The subtitle is somewhat misleading—Nirenberg focuses not on the entire Middle Ages, but on a period of about two hundred years or so; his examination is not of all minorities but on Jews and Muslims (and to a lesser extent lepers); and his geographical concentration is not all of Europe, or even all of Western Europe, but rather southern France and Aragon. Though it doesn't quite accord with the expectations which its title raises, this is still a very fine book.

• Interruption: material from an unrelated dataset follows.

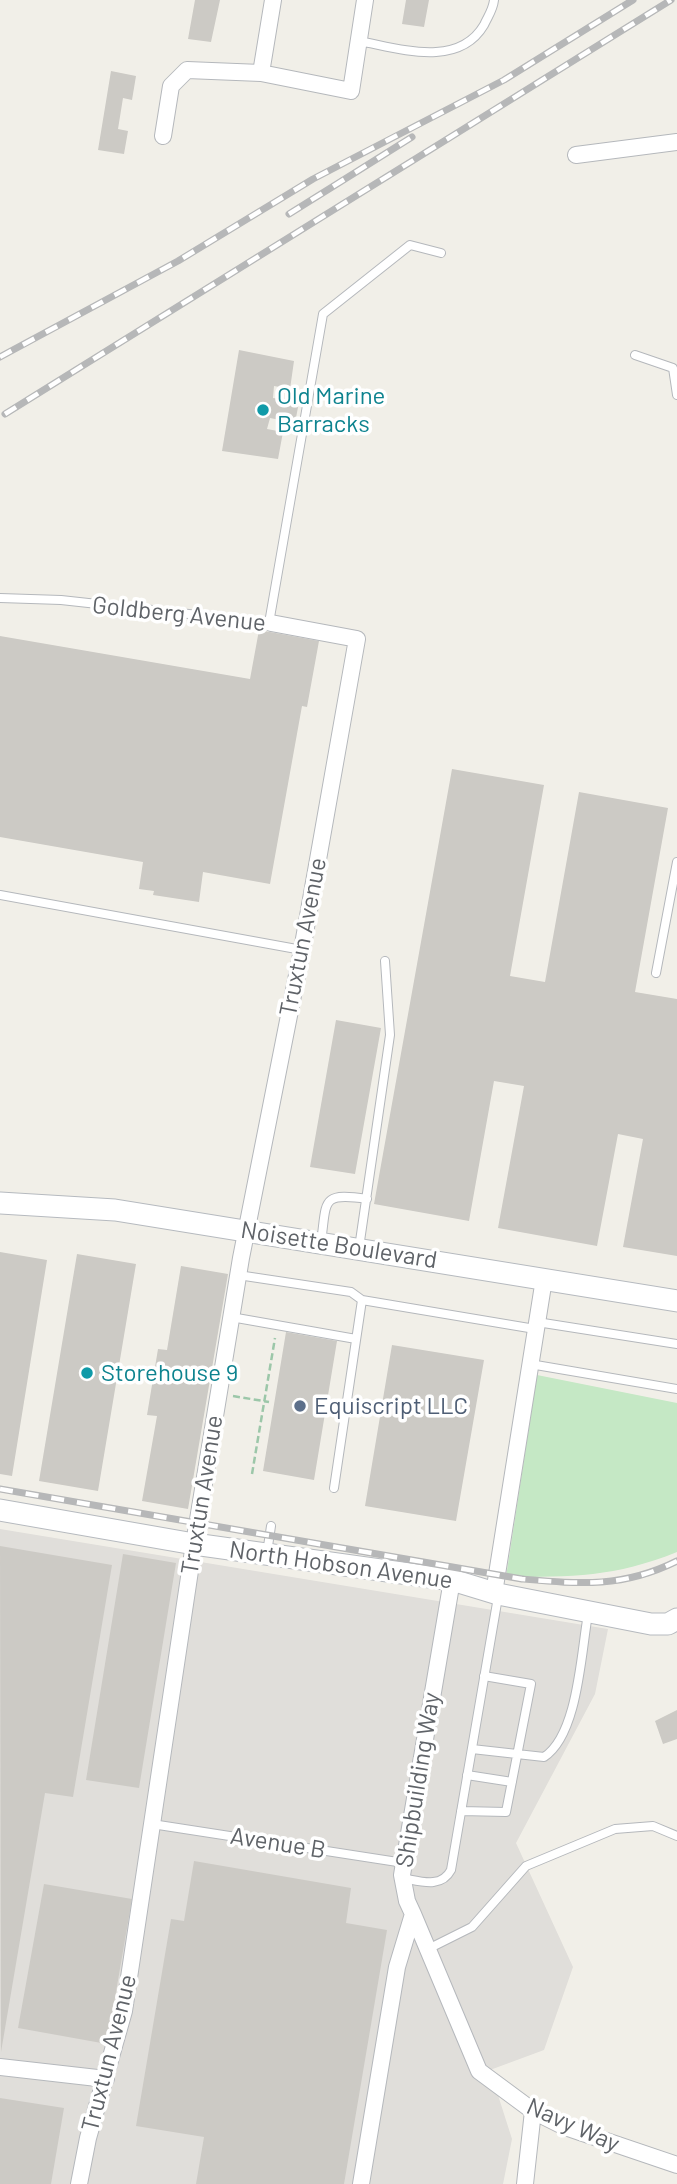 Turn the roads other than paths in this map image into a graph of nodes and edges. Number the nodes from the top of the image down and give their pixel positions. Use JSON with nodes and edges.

Nirenberg rejects the longue durée approach which sees incidents of violence against minorities as part of an inevitable, inescapable progression which can be directly linked to present day atrocities, and which ignores what may be long periods of stability between such incidents of violence (however horrifying those incidents may be). He argues for greater contextualisation of violent incidents by historians, and questions our assumptions that medieval people acted "irrationally" in response to unquestioned stereotypes—stereotypes and institutionalised bigotry, he argues, could be harnessed by people in order to achieve specific political or economic gains. The history of minorities also requires the unpacking of the history of the majority, as they are interdependent things. Nirenberg is careful to point to the horror of the events which he's describing, but there are times when his emphasis on violence against others as a means of identity formation skirts perilously close to that argument about the inevitability of violence which he refutes in others' work.